5 Characterisation of the dynamics at stake#



It is of interest to better understand the geophysical at stakes in the different velocity products to characterise the dynamics that are represented in each field. Few analyses are proposed as diagnostics to help the characterisation of the current products


5.1 Regional mesoscale surface dynamics characterisation (applied to SST / current)#

Surface dynamics characterisation have been applied to \subsubsection{Spatial Anisotropy} Spatial anistropy provides useful informaation on the scale and the pattern present in a given region. As the diagnostics can run on images, it enables to compare statistically the patterns from the velocity product with the one derived from SST observation that will be regarded as the truth.

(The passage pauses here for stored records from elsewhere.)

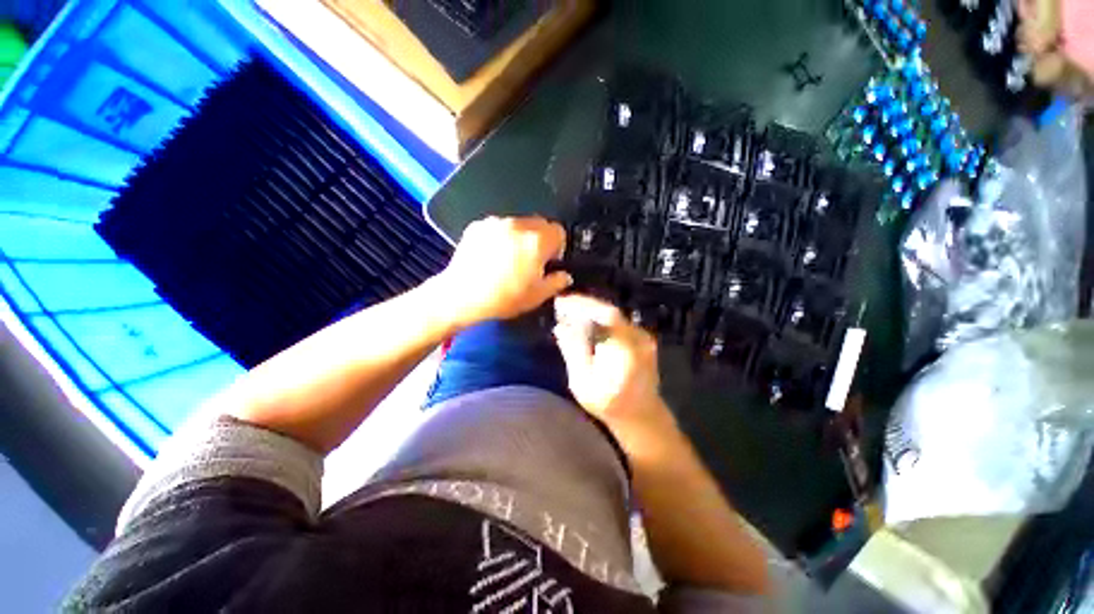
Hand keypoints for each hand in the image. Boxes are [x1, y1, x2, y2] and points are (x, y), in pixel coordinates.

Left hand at [439, 216, 572, 329]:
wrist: (461, 296)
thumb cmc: (501, 298)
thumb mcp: (536, 297)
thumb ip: (556, 282)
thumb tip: (563, 276)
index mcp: (537, 240)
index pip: (558, 231)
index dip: (557, 247)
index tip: (549, 260)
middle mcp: (517, 225)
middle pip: (538, 224)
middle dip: (538, 239)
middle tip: (529, 261)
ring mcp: (495, 223)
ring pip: (516, 224)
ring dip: (517, 237)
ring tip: (506, 261)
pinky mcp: (477, 226)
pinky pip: (495, 227)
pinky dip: (497, 238)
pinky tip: (489, 257)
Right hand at [553, 295, 674, 439]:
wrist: (640, 415)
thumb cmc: (609, 402)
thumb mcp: (583, 381)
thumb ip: (574, 351)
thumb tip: (560, 327)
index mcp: (625, 345)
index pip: (605, 313)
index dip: (582, 304)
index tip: (561, 302)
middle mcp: (638, 336)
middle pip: (610, 311)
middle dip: (585, 307)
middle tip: (561, 307)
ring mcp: (644, 337)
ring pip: (615, 317)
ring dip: (593, 314)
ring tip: (570, 315)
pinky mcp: (643, 341)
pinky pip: (620, 324)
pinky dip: (603, 322)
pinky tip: (588, 327)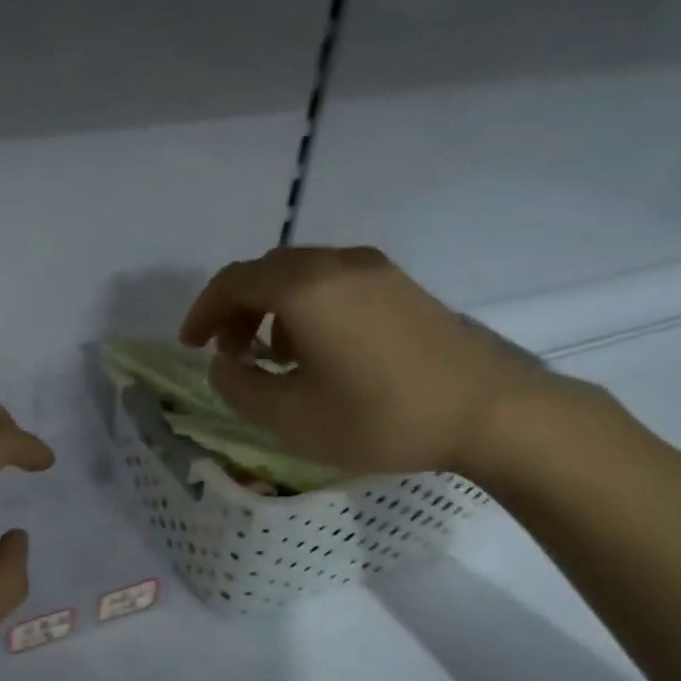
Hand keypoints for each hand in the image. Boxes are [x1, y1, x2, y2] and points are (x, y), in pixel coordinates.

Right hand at [178, 246, 550, 477]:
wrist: (490, 411)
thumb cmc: (379, 417)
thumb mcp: (290, 417)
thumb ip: (240, 387)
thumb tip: (222, 364)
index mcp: (304, 288)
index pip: (233, 282)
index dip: (201, 312)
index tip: (190, 347)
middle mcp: (336, 264)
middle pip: (266, 271)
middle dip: (235, 309)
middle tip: (229, 354)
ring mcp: (374, 270)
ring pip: (300, 275)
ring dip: (271, 308)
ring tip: (273, 358)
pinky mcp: (401, 285)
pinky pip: (333, 282)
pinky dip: (305, 307)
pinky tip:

To do so, the directional variogram of the SST will be compared with the one from the velocity product. The directional variogram equation is given by:

\[\gamma(h, \theta) = \frac{1}{2N(h, \theta)} \sum_{i=1}^{N(h, \theta)} \left[ z(\mathbf{x}_i) - z(\mathbf{x}_i + h\mathbf{e}_\theta) \right]^2 \]

where:

\[\begin{split} \begin{align*} \gamma(h, \theta)&: \text{Variogram value at lag distance } h \text{ in direction } \theta \\ N(h, \theta)&: \text{Number of data pairs separated by distance } h \text{ in direction } \theta \\ z(\mathbf{x}_i)&: \text{Value of the variable at location } \mathbf{x}_i \\ z(\mathbf{x}_i + h\mathbf{e}_\theta)&: \text{Value of the variable at a location } h \text{ units away from } \mathbf{x}_i \text{ in direction } \theta \\ \end{align*} \end{split}\]

An ellipsoid is fit to the variogram and enables to quantitatively compute maps of scales of the most energetic processes in different directions.


5.2 Spatial / temporal variance#

A simple spatial or temporal variance analysis can also give insight of the variability of the velocity field in space or time. The temporal and spatial scale at stakes can be intercompared with results from other velocity products or SST observations.


5.3 Low frequency signal#

Performing long-term advection on a basin scale will reveal the low frequency signal. The most commonly used diagnostics is looking at the area of aggregation of particles that have been launched homogeneously on a whole basin. These areas of aggregation areas and the time it took for particles to aggregate can be compared with what have been observed in the Atlantic or Pacific ocean using plastic debris as tracers.